YOUR INSTRUCTIONS
Exactly as given, write out all the entries again.

Stored data
--

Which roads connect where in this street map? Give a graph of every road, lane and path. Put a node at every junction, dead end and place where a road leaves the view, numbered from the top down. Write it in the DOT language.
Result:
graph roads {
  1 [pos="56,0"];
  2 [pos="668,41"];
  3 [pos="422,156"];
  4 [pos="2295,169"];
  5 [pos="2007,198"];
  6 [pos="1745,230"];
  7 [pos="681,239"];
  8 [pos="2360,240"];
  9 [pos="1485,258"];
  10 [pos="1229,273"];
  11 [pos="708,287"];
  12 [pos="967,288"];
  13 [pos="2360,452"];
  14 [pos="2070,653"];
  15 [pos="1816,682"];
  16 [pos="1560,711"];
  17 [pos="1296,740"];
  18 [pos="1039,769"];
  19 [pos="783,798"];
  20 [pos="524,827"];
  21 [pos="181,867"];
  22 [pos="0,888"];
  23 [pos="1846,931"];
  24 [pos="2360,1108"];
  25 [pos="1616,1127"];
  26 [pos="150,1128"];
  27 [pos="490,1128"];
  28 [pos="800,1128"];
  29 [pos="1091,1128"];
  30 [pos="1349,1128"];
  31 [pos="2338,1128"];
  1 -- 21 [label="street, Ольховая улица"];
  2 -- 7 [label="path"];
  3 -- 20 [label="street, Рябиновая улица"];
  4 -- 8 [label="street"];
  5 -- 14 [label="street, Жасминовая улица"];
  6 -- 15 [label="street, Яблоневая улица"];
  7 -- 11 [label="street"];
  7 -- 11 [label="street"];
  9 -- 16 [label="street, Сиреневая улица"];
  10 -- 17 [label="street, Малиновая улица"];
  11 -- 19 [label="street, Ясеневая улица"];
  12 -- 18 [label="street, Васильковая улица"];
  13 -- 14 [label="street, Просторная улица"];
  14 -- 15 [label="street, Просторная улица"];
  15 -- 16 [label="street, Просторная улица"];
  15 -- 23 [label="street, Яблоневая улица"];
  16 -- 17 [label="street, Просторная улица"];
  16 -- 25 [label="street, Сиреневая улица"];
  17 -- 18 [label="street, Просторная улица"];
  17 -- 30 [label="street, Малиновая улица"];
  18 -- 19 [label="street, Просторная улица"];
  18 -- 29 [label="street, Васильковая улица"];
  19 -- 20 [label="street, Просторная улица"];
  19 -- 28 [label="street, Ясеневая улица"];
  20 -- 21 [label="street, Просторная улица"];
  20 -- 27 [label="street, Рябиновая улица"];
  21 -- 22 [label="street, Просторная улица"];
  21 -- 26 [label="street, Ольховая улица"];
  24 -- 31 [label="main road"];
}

--

SOLUTION TO THIS EXERCISE
Which roads connect where in this street map? Give a graph of every road, lane and path. Put a node at every junction, dead end and place where a road leaves the view, numbered from the top down. Write it in the DOT language.
Result:
graph roads {
  1 [pos="56,0"];
  2 [pos="668,41"];
  3 [pos="422,156"];
  4 [pos="2295,169"];
  5 [pos="2007,198"];
  6 [pos="1745,230"];
  7 [pos="681,239"];
  8 [pos="2360,240"];
  9 [pos="1485,258"];
  10 [pos="1229,273"];
  11 [pos="708,287"];
  12 [pos="967,288"];
  13 [pos="2360,452"];
  14 [pos="2070,653"];
  15 [pos="1816,682"];
  16 [pos="1560,711"];
  17 [pos="1296,740"];
  18 [pos="1039,769"];
  19 [pos="783,798"];
  20 [pos="524,827"];
  21 [pos="181,867"];
  22 [pos="0,888"];
  23 [pos="1846,931"];
  24 [pos="2360,1108"];
  25 [pos="1616,1127"];
  26 [pos="150,1128"];
  27 [pos="490,1128"];
  28 [pos="800,1128"];
  29 [pos="1091,1128"];
  30 [pos="1349,1128"];
  31 [pos="2338,1128"];
  1 -- 21 [label="street, Ольховая улица"];
  2 -- 7 [label="path"];
  3 -- 20 [label="street, Рябиновая улица"];
  4 -- 8 [label="street"];
  5 -- 14 [label="street, Жасминовая улица"];
  6 -- 15 [label="street, Яблоневая улица"];
  7 -- 11 [label="street"];
  7 -- 11 [label="street"];
  9 -- 16 [label="street, Сиреневая улица"];
  10 -- 17 [label="street, Малиновая улица"];
  11 -- 19 [label="street, Ясеневая улица"];
  12 -- 18 [label="street, Васильковая улица"];
  13 -- 14 [label="street, Просторная улица"];
  14 -- 15 [label="street, Просторная улица"];
  15 -- 16 [label="street, Просторная улица"];
  15 -- 23 [label="street, Яблоневая улица"];
  16 -- 17 [label="street, Просторная улица"];
  16 -- 25 [label="street, Сиреневая улица"];
  17 -- 18 [label="street, Просторная улица"];
  17 -- 30 [label="street, Малиновая улица"];
  18 -- 19 [label="street, Просторная улица"];
  18 -- 29 [label="street, Васильковая улица"];
  19 -- 20 [label="street, Просторная улица"];
  19 -- 28 [label="street, Ясеневая улица"];
  20 -- 21 [label="street, Просторная улица"];
  20 -- 27 [label="street, Рябиновая улица"];
  21 -- 22 [label="street, Просторная улица"];
  21 -- 26 [label="street, Ольховая улица"];
  24 -- 31 [label="main road"];
}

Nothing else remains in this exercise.